A Houston structural fabricator used IronKit to generate their go-to bid template for structural steel packages. The template covers a complete scope letter, itemized BOQ table, exclusions list, payment schedule, and standard T&C — the full package GCs expect from a subcontractor. Before IronKit, the shop foreman spent 3–4 hours assembling each bid from Word templates and spreadsheets. Now they generate a professional package in under 15 minutes. The GC who received the first IronKit bid said "this looks like it came from a company twice your size."
Frequently Asked Questions
What should a structural steel bid always include?
Scope letter (what you're doing), exclusions list (what you're NOT doing — this is equally important), itemized BOQ with material and labor separated, payment schedule with milestones, and standard T&C covering delays, changes, and retainage. Missing any one of these creates disputes downstream.
How does IronKit generate a structural bid?
You enter the project basics — member list, tonnage, labor hours, scope notes — and IronKit builds the complete bid document with line items, exclusions, payment schedule, and standard T&C. You review and adjust, then export to PDF and send to the GC.
What is "AISC-certified shop" and should I include it?
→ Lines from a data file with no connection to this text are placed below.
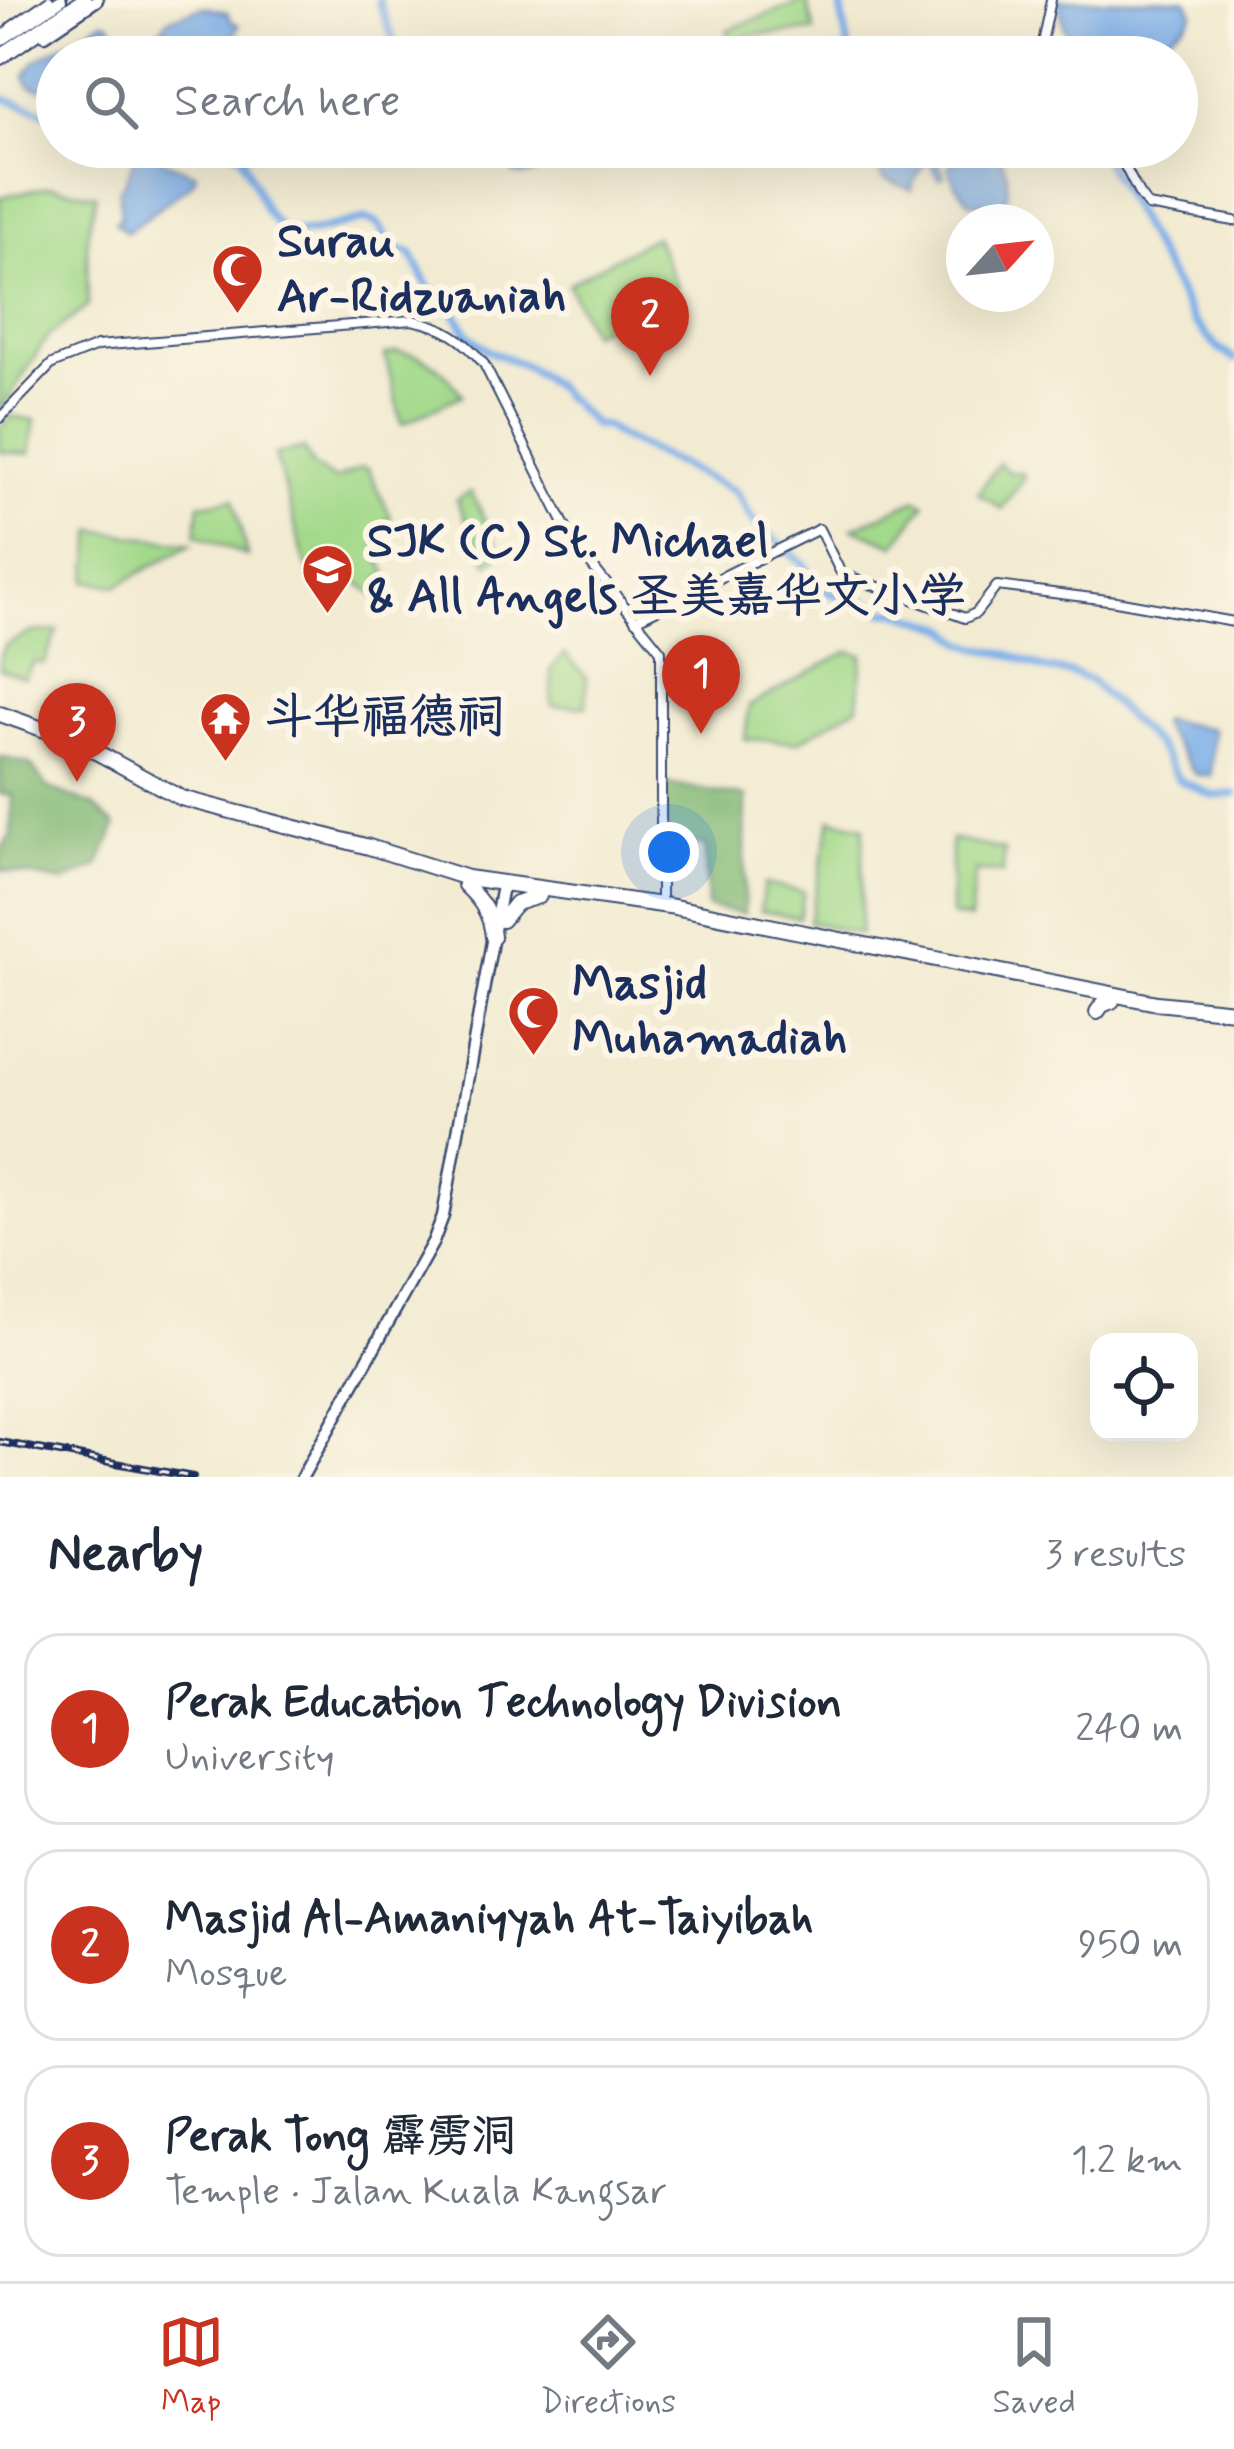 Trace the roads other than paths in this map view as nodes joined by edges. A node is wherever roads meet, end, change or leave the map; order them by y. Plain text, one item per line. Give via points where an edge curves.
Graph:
1 (55, 0) edge
2 (74, 0) edge
3 (84, 0) edge
4 (97, 0) edge
5 (1051, 0) edge
6 (1043, 36) edge
7 (0, 50) edge
8 (1126, 168) edge
9 (1234, 220) edge
10 (0, 418) edge
11 (635, 620) junction
12 (1234, 622) edge
13 (0, 717) edge
14 (376, 852) junction
15 (409, 859) junction
16 (439, 876) junction
17 (465, 885) junction
18 (504, 890) junction
19 (539, 896) junction
20 (647, 906) junction
21 (502, 920) junction
22 (493, 937) junction
23 (1112, 998) junction
24 (1090, 1002) junction
25 (1214, 1013) edge
26 (472, 1082) junction
27 (314, 1462) junction
28 (305, 1477) edge

1 - 7 main road
1 - 7 street via 11,27
2 - 7 highway
3 - 7 highway
4 - 7 main road
5 - 6 street
8 - 9 street via 1148,206
10 - 11 street via 49,366 97,346 410,320 443,328 481,360 573,542
11 - 12 street via 819,530 845,575 965,618 997,586
11 - 20 street via 661,653
13 - 14 highway via 76,742 181,798
14 - 15 highway
14 - 16 highway
15 - 16 highway
15 - 18 highway
16 - 17 highway
17 - 18 highway
17 - 22 highway via 489,915
18 - 19 highway
18 - 20 highway
18 - 21 main road
18 - 22 main road
19 - 20 highway
19 - 21 highway via 516,903
20 - 24 highway
20 - 24 highway
21 - 26 main road
22 - 26 main road
23 - 24 highway
23 - 24 highway via 1101,980
23 - 25 highway
26 - 27 main road via 433,1242
26 - 27 main road via 437,1245
27 - 28 main road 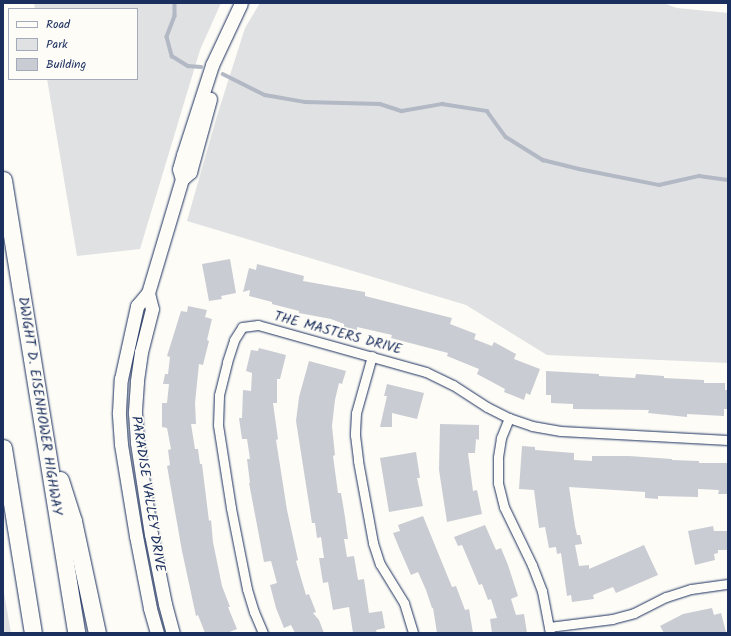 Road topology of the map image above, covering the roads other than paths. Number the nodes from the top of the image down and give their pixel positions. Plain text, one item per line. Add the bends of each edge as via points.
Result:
1 (241, 3) edge
2 (3, 180) edge
3 (148, 293) junction
4 (372, 356) junction
5 (509, 418) junction
6 (43, 430) junction
7 (728, 440) edge
8 (3, 448) edge
9 (728, 584) edge
10 (549, 630) edge
11 (33, 633) edge
12 (76, 633) edge
13 (97, 633) edge
14 (158, 633) edge
15 (173, 633) edge
16 (264, 633) edge
17 (413, 633) edge

1 - 3 street, PARADISE VALLEY DRIVE via 212,65 183,155 179,168 182,179
2 - 6 highway, DWIGHT D. EISENHOWER HIGHWAY
3 - 14 street, PARADISE VALLEY DRIVE via 137,306 135,313 121,379 119,412 121,444 135,529 150,608
3 - 15 street, PARADISE VALLEY DRIVE via 152,309 141,352 137,382 137,443 151,534
4 - 5 street, THE MASTERS DRIVE via 426,372
4 - 16 street, THE MASTERS DRIVE via 258,325 242,327 234,340 219,395 218,425 247,589
4 - 17 street via 356,414 358,461 373,543 380,564 404,603
5 - 7 street, THE MASTERS DRIVE via 532,426 561,430
5 - 10 street via 501,438 498,483 504,507 542,591
6 - 12 highway, DWIGHT D. EISENHOWER HIGHWAY
6 - 13 highway via 73,521
8 - 11 highway
9 - 10 street via 691,589 666,597 634,613 612,619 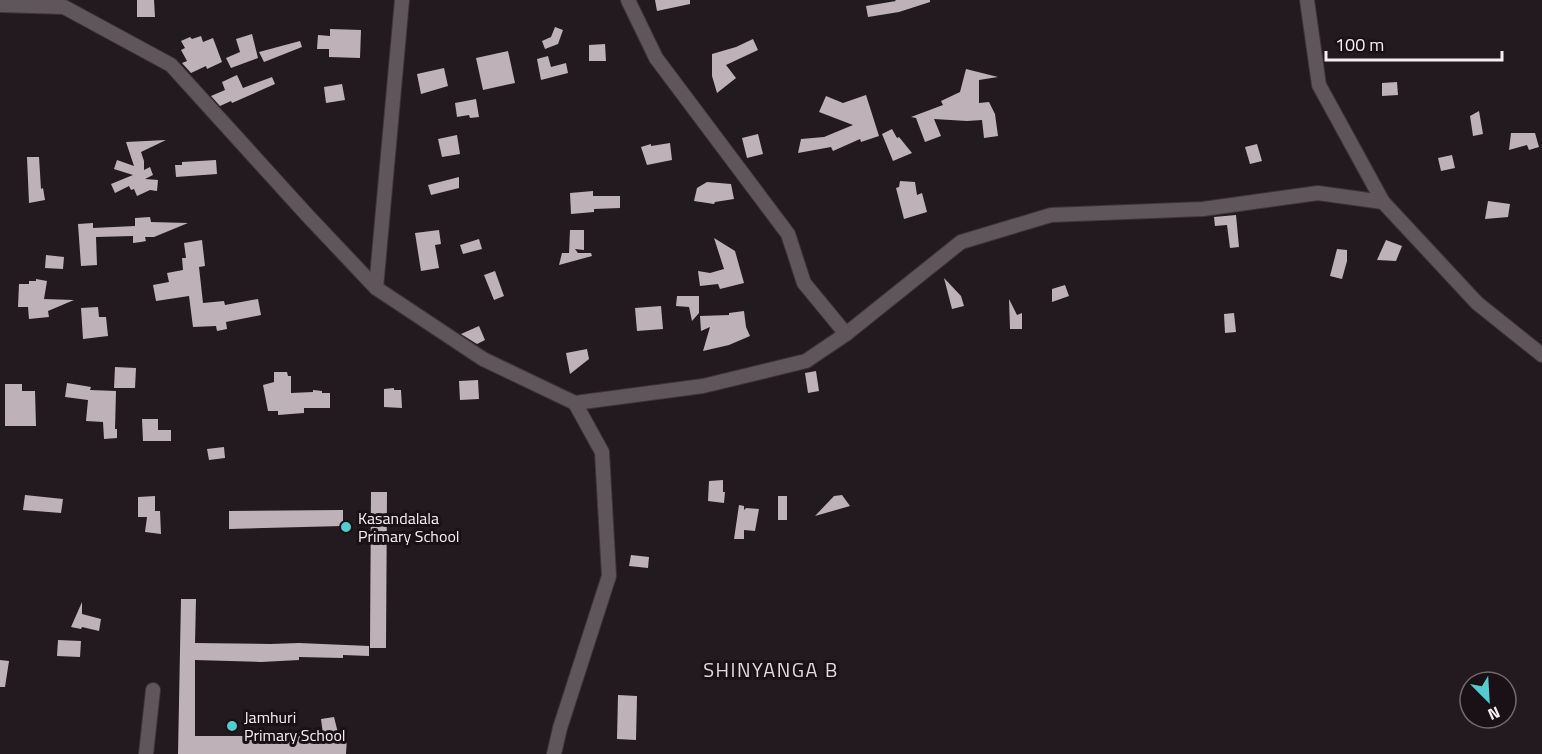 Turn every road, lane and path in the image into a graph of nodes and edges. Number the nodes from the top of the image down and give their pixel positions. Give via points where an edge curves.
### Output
1 (402, 0) edge
2 (628, 0) edge
3 (1307, 0) edge
4 (0, 5) edge
5 (1383, 202) junction
6 (376, 288) junction
7 (846, 334) junction
8 (1542, 355) edge
9 (574, 403) junction
10 (153, 690) dead end
11 (146, 754) edge
12 (554, 754) edge

1 - 6 street
2 - 7 street via 656,58 788,234 804,283
3 - 5 street via 1319,86
4 - 6 street via 64,8 171,65
5 - 7 street via 1318,193 1203,209 1051,215 962,242
5 - 8 street via 1477,303
6 - 9 street via 483,359
7 - 9 street via 806,361 703,386
9 - 12 street via 602,452 609,576
10 - 11 street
AISC fabricator certification (Standard, Sophisticated, or Complex) certifies your quality management system. Many owners and GCs require it for structural steel. Including your certification status in the bid differentiates you and signals quality. If you're not certified, omit it — don't include it as a general statement.
How do I handle scope creep on structural bids?
The exclusions list is your first line of defense. Be explicit about what's excluded — engineering, special inspection, concrete work, finish coatings. Any GC request that falls in the exclusions is a change order. IronKit's change order generator handles the documentation once scope changes are agreed.